Two main issues while designing an ADAS system are the processing speed and the
robustness. A robust system should work in dynamic environmental condition, dynamic
illumination and lighting [7]. Some distortion like sun in background and shadows can
disturb the vision system and provide wrong information. To ensure that system is
working in different condition we need a highly adaptable framework with dynamic
coefficient.
Depending on the type of video-based ADAS applications we do need different appropriate
software/hardware architectures as well as different combinations of image processing
filters. Some filters are very complex in term of processing computational effort. A good
example of a complex filters is the stereo vision for depth estimation and collision
avoidance. For such complex processing tasks one does need a specific hardware and
software architectures that amongst others enable and support parallel processing and
tasks concurrency. .
Traditionally one has been using sequential processing architectures, time sharing and
multi-threading algorithms [9, 37, 38]. The main weakness of this traditional way of
processing with respect to performance and speed is that processing time is too slow for a
real-time ADAS application [9]. Therefore, the traditional approach has only limited ways
to reach a certain speeding-up: to extend the hardware, and use more powerful processors.

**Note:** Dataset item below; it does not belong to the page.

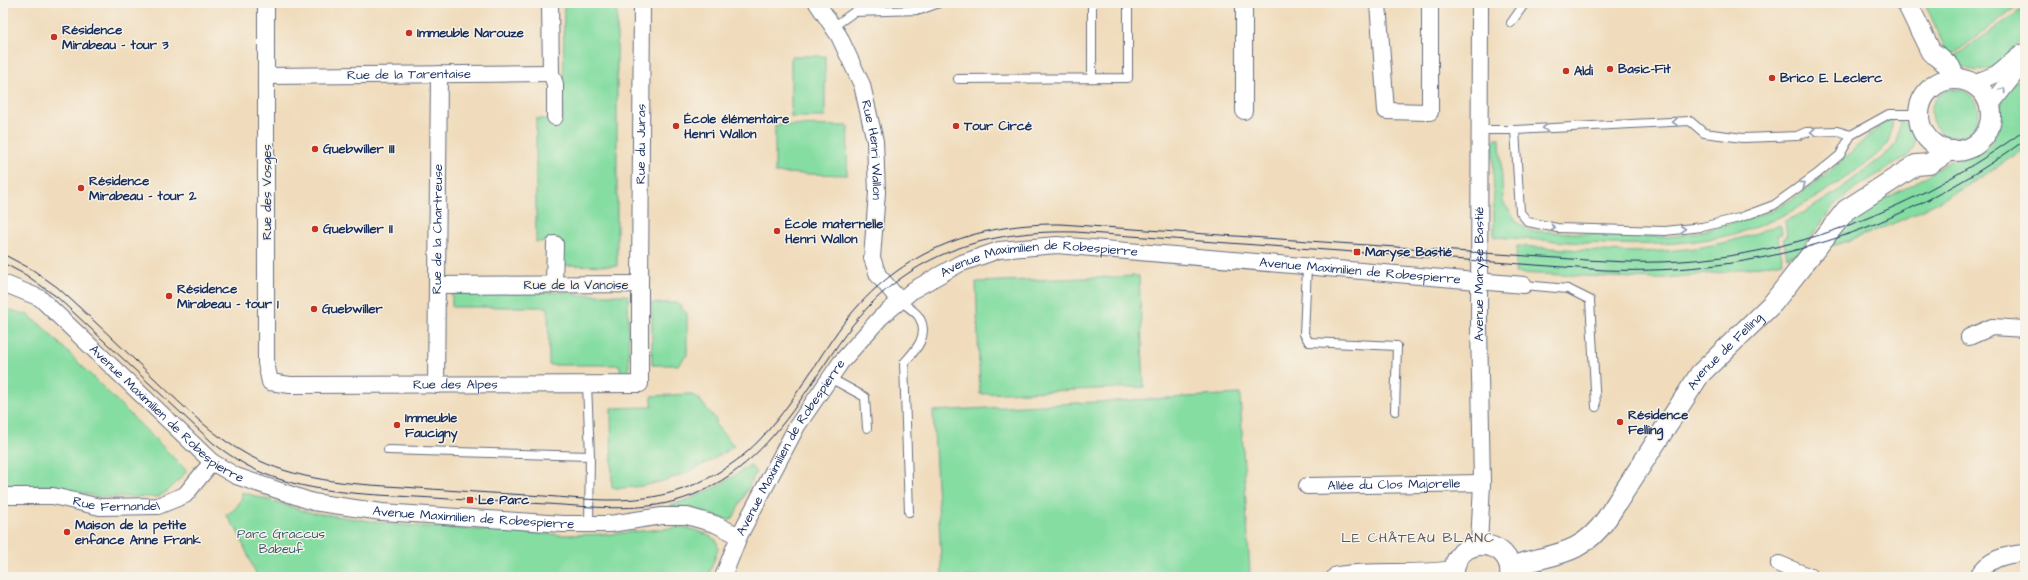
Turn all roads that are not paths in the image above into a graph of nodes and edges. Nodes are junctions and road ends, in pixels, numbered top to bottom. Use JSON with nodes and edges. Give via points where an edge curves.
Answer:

To ensure a real-time processing of high quality images the system should able to
complete the processing of a frame within less than therequired time for capturing a frame.
Consequently, for a 60 FPS we do have a maximum 15 milliseconds for all processing. And
if we have 6~10 different sequential high definition (HD) image preprocessing
modules/function whereby each one takes around 5ms on traditional (embedded)
processing platforms/architecture, it would take, overall, approximately 30 ms to50 ms. By
those processing times one does clearly fail to satisfy the real-time requirement/deadline
of 15 milliseconds.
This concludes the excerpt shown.